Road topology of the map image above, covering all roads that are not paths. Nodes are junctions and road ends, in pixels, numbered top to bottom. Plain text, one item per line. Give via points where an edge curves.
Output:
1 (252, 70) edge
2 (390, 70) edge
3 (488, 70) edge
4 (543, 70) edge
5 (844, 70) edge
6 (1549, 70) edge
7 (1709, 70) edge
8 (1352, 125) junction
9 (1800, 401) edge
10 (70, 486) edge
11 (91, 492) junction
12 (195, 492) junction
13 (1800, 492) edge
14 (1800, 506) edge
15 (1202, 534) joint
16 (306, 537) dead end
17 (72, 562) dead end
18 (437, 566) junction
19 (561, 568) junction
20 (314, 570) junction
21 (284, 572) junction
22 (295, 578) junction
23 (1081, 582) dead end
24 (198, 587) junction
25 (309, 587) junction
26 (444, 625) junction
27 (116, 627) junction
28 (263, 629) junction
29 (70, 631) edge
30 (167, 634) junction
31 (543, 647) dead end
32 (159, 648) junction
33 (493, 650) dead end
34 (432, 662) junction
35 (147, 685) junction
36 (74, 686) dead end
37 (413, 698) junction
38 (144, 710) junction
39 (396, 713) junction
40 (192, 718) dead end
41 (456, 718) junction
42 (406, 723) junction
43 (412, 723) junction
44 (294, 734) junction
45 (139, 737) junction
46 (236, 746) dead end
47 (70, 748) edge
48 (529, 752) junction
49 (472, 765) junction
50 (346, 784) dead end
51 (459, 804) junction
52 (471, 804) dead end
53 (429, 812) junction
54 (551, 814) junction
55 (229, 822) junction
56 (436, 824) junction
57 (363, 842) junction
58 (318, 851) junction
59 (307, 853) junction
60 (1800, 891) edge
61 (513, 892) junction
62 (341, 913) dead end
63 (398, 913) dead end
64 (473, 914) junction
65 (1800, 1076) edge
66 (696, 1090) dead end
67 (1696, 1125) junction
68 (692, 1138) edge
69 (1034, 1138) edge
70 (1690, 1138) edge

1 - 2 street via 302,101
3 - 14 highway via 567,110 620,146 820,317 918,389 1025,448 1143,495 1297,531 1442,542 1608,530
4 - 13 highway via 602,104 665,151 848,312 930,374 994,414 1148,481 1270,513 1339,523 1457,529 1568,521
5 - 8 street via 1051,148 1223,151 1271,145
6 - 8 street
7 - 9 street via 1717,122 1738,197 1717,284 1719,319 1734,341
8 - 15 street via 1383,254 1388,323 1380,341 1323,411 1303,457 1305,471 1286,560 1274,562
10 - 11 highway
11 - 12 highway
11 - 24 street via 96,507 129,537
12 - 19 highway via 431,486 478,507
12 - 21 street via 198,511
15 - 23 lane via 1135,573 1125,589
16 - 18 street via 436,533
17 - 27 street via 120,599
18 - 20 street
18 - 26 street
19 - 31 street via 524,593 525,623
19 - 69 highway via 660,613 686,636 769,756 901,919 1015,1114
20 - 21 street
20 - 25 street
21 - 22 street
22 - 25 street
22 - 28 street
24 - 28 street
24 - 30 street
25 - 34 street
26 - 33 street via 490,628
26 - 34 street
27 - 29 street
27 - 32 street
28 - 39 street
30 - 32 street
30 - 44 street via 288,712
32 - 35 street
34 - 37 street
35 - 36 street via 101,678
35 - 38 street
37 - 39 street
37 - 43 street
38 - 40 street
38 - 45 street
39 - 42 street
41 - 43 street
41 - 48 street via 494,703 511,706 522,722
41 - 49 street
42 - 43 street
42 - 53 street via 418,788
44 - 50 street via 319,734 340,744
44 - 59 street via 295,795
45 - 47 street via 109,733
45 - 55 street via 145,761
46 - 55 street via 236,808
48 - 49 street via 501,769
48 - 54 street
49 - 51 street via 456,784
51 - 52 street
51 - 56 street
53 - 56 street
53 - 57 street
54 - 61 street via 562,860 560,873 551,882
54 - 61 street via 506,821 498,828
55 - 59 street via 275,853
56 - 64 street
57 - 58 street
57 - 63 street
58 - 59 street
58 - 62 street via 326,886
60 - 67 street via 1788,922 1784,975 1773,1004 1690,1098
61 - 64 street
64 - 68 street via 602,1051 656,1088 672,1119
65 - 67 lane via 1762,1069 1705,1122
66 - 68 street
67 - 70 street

__Task item__. What you return must match the listing exactly, with nothing missing.

__Response box__.
Road topology of the map image above, covering all roads that are not paths. Nodes are junctions and road ends, in pixels, numbered top to bottom. Plain text, one item per line. Give via points where an edge curves.
Output:
1 (252, 70) edge
2 (390, 70) edge
3 (488, 70) edge
4 (543, 70) edge
5 (844, 70) edge
6 (1549, 70) edge
7 (1709, 70) edge
8 (1352, 125) junction
9 (1800, 401) edge
10 (70, 486) edge
11 (91, 492) junction
12 (195, 492) junction
13 (1800, 492) edge
14 (1800, 506) edge
15 (1202, 534) joint
16 (306, 537) dead end
17 (72, 562) dead end
18 (437, 566) junction
19 (561, 568) junction
20 (314, 570) junction
21 (284, 572) junction
22 (295, 578) junction
23 (1081, 582) dead end
24 (198, 587) junction
25 (309, 587) junction
26 (444, 625) junction
27 (116, 627) junction
28 (263, 629) junction
29 (70, 631) edge
30 (167, 634) junction
31 (543, 647) dead end
32 (159, 648) junction
33 (493, 650) dead end
34 (432, 662) junction
35 (147, 685) junction
36 (74, 686) dead end
37 (413, 698) junction
38 (144, 710) junction
39 (396, 713) junction
40 (192, 718) dead end
41 (456, 718) junction
42 (406, 723) junction
43 (412, 723) junction
44 (294, 734) junction
45 (139, 737) junction
46 (236, 746) dead end
47 (70, 748) edge
48 (529, 752) junction
49 (472, 765) junction
50 (346, 784) dead end
51 (459, 804) junction
52 (471, 804) dead end
53 (429, 812) junction
54 (551, 814) junction
55 (229, 822) junction
56 (436, 824) junction
57 (363, 842) junction
58 (318, 851) junction
59 (307, 853) junction
60 (1800, 891) edge
61 (513, 892) junction
62 (341, 913) dead end
63 (398, 913) dead end
64 (473, 914) junction
65 (1800, 1076) edge
66 (696, 1090) dead end
67 (1696, 1125) junction
68 (692, 1138) edge
69 (1034, 1138) edge
70 (1690, 1138) edge

1 - 2 street via 302,101
3 - 14 highway via 567,110 620,146 820,317 918,389 1025,448 1143,495 1297,531 1442,542 1608,530
4 - 13 highway via 602,104 665,151 848,312 930,374 994,414 1148,481 1270,513 1339,523 1457,529 1568,521
5 - 8 street via 1051,148 1223,151 1271,145
6 - 8 street
7 - 9 street via 1717,122 1738,197 1717,284 1719,319 1734,341
8 - 15 street via 1383,254 1388,323 1380,341 1323,411 1303,457 1305,471 1286,560 1274,562
10 - 11 highway
11 - 12 highway
11 - 24 street via 96,507 129,537
12 - 19 highway via 431,486 478,507
12 - 21 street via 198,511
15 - 23 lane via 1135,573 1125,589
16 - 18 street via 436,533
17 - 27 street via 120,599
18 - 20 street
18 - 26 street
19 - 31 street via 524,593 525,623
19 - 69 highway via 660,613 686,636 769,756 901,919 1015,1114
20 - 21 street
20 - 25 street
21 - 22 street
22 - 25 street
22 - 28 street
24 - 28 street
24 - 30 street
25 - 34 street
26 - 33 street via 490,628
26 - 34 street
27 - 29 street
27 - 32 street
28 - 39 street
30 - 32 street
30 - 44 street via 288,712
32 - 35 street
34 - 37 street
35 - 36 street via 101,678
35 - 38 street
37 - 39 street
37 - 43 street
38 - 40 street
38 - 45 street
39 - 42 street
41 - 43 street
41 - 48 street via 494,703 511,706 522,722
41 - 49 street
42 - 43 street
42 - 53 street via 418,788
44 - 50 street via 319,734 340,744
44 - 59 street via 295,795
45 - 47 street via 109,733
45 - 55 street via 145,761
46 - 55 street via 236,808
48 - 49 street via 501,769
48 - 54 street
49 - 51 street via 456,784
51 - 52 street
51 - 56 street
53 - 56 street
53 - 57 street
54 - 61 street via 562,860 560,873 551,882
54 - 61 street via 506,821 498,828
55 - 59 street via 275,853
56 - 64 street
57 - 58 street
57 - 63 street
58 - 59 street
58 - 62 street via 326,886
60 - 67 street via 1788,922 1784,975 1773,1004 1690,1098
61 - 64 street
64 - 68 street via 602,1051 656,1088 672,1119
65 - 67 lane via 1762,1069 1705,1122
66 - 68 street
67 - 70 street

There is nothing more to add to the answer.